Leadership race could split the ANC

JOHANNESBURG - The race for the leadership of South Africa's ruling ANC threatens to split the party apart and, without the guiding hand of its elder statesmen, it could put its future in doubt.

The ANC chooses a new leader at a December 16-20 meeting after a battle in which factions have formed around party deputy president Jacob Zuma and President Thabo Mbeki, thwarting efforts to form policy on fighting AIDS, crime and poverty.

The battle could determine who will be South Africa's next president. Political analysts say it could threaten the future of the party by widening rifts and some suggest both men should step down in favour of a more unifying candidate.

But while earlier differences were overcome when party elders stepped in, this time there are few left.

Nelson Mandela, a global symbol of reconciliation who led the ANC to victory in the first all-race elections in 1994, has officially retired from public life.

Local media reported that Mandela's foundation pulled an image of the Nobel Laureate with Mbeki from an advertisement, fearing he would be seen to be taking sides in the race.

Walter Sisulu and Oliver Tambo, who both fought apartheid in South Africa and abroad, are dead.

"It is a pity that there are no people with the kind of political weight to tell them (Zuma and Mbeki) to stand down," said political analyst Allister Sparks.

"There is nobody there to knock heads together."

ZUMA WINS?

If, as expected, Zuma wins the ANC leadership race, he is almost certain to become South Africa's president.

This could dash Mbeki's hopes of still being able to influence national politics and help pick his successor after he steps down as president in 2009.

The two fell out when Mbeki sacked Zuma as deputy president in 2005 after he was implicated in a corruption case. Zuma's supporters said he was a victim of a political witch hunt driven by Mbeki's allies.

The crisis forced the party to take sides, and the differences have been heightened during the campaign.

Mbeki is backed by the business elite, while Zuma, who portrays himself as a friend of the common people, is supported by South Africa's powerful trade unions.

South African Nobel peace laureate Desmond Tutu underscored concerns over party divisions.

"You (the ANC) may choose anybody you like, but don't choose somebody of whom most of us would be ashamed," he told Reuters, without referring to any candidate.

Political analyst and former ANC official Nic Borain said: "Early on, the conflict took a tone where it sucked people in ... traditions of the ANC have been shaken by this conflict."

The party once coordinated the struggle against apartheid from jail cells in Robben Island, where Mandela and Sisulu were held, and helped form an anti-apartheid campaign in exile mobilised by Tambo and others.

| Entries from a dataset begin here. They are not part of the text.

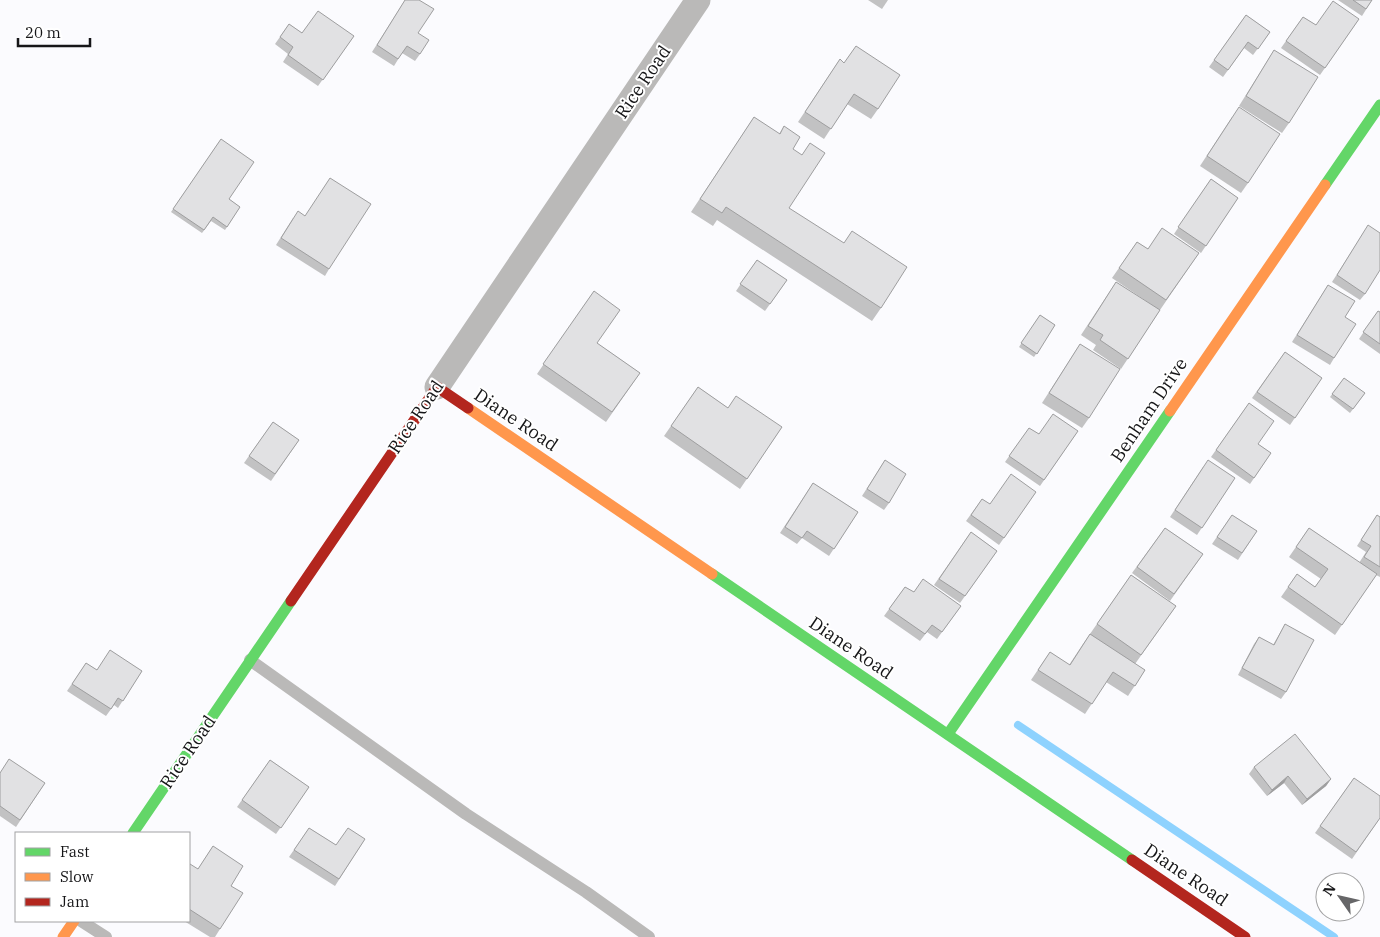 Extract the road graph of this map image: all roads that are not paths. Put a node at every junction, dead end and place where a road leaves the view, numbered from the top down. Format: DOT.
graph roads {
  1 [pos="698,0"];
  2 [pos="1380,105"];
  3 [pos="437,387"];
  4 [pos="250,660"];
  5 [pos="948,734"];
  6 [pos="134,832"];
  7 [pos="73,922"];
  8 [pos="83,922"];
  9 [pos="63,937"];
  10 [pos="106,937"];
  11 [pos="649,937"];
  12 [pos="1245,937"];
  1 -- 3 [label="street, Rice Road"];
  2 -- 5 [label="street, Benham Drive"];
  3 -- 4 [label="street, Rice Road"];
  3 -- 5 [label="street, Diane Road"];
  4 -- 6 [label="street, Rice Road"];
  4 -- 11 [label="lane"];
  5 -- 12 [label="street, Diane Road"];
  7 -- 9 [label="street"];
  8 -- 10 [label="lane"];
} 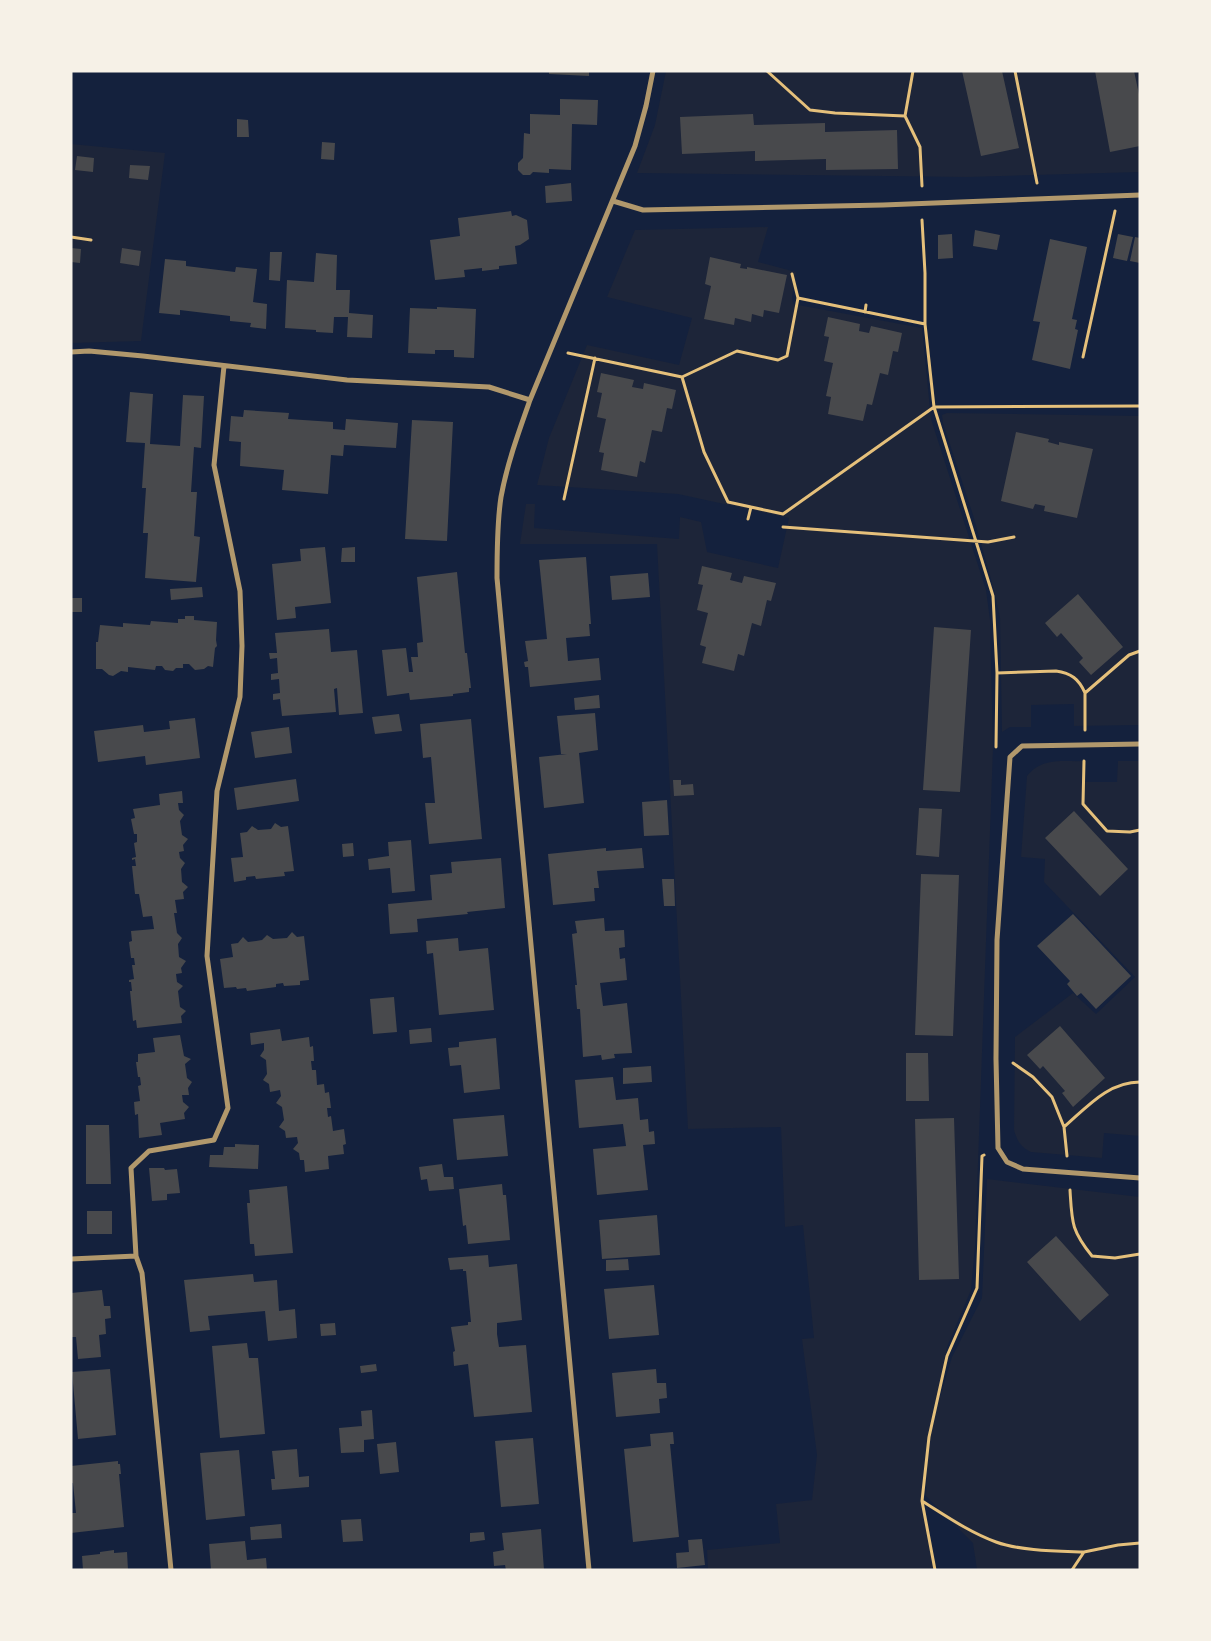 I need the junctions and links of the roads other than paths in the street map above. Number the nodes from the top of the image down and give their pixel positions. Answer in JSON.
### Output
{"nodes":[{"id":1,"x":653,"y":71,"type":"edge"},
{"id":2,"x":1140,"y":195,"type":"edge"},
{"id":3,"x":613,"y":201,"type":"junction"},
{"id":4,"x":71,"y":352,"type":"edge"},
{"id":5,"x":224,"y":366,"type":"junction"},
{"id":6,"x":530,"y":400,"type":"junction"},
{"id":7,"x":1140,"y":744,"type":"edge"},
{"id":8,"x":1140,"y":1178,"type":"edge"},
{"id":9,"x":136,"y":1256,"type":"junction"},
{"id":10,"x":71,"y":1259,"type":"edge"},
{"id":11,"x":172,"y":1570,"type":"edge"},
{"id":12,"x":589,"y":1570,"type":"edge"}],
"edges":[{"from":1,"to":3,"type":"street"},
{"from":2,"to":3,"type":"street"},
{"from":3,"to":6,"type":"street"},
{"from":4,"to":5,"type":"street"},
{"from":5,"to":6,"type":"street"},
{"from":5,"to":9,"type":"street"},
{"from":6,"to":12,"type":"street"},
{"from":7,"to":8,"type":"street"},
{"from":9,"to":10,"type":"street"},
{"from":9,"to":11,"type":"street"}]}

In the 1970s, prominent nationalist rebels broke away from the ANC and attacked Tambo's leadership. They declared Mandela their leader, but he sent a strong message from his prison cell that he regarded Tambo as his leader, ending the troubles.

In the ANC's first national conference after exile in 1991, both Mbeki and Chris Hani were seen as frontrunners for deputy president. To avoid damage, Sisulu was persuaded to stand.

Hani, leader of the South African Communist Party, was assassinated in 1993, and Sisulu stepped aside for Mbeki.

When Mandela was about to be inaugurated as South Africa's first black president in 1994, many said he favoured Cyril Ramaphosa as his deputy over Mbeki. But ANC elders wanted Mbeki, the media reported.

Borain said: "The Tambos and Sisulus are not emerging, the conditions are not producing those kind of people."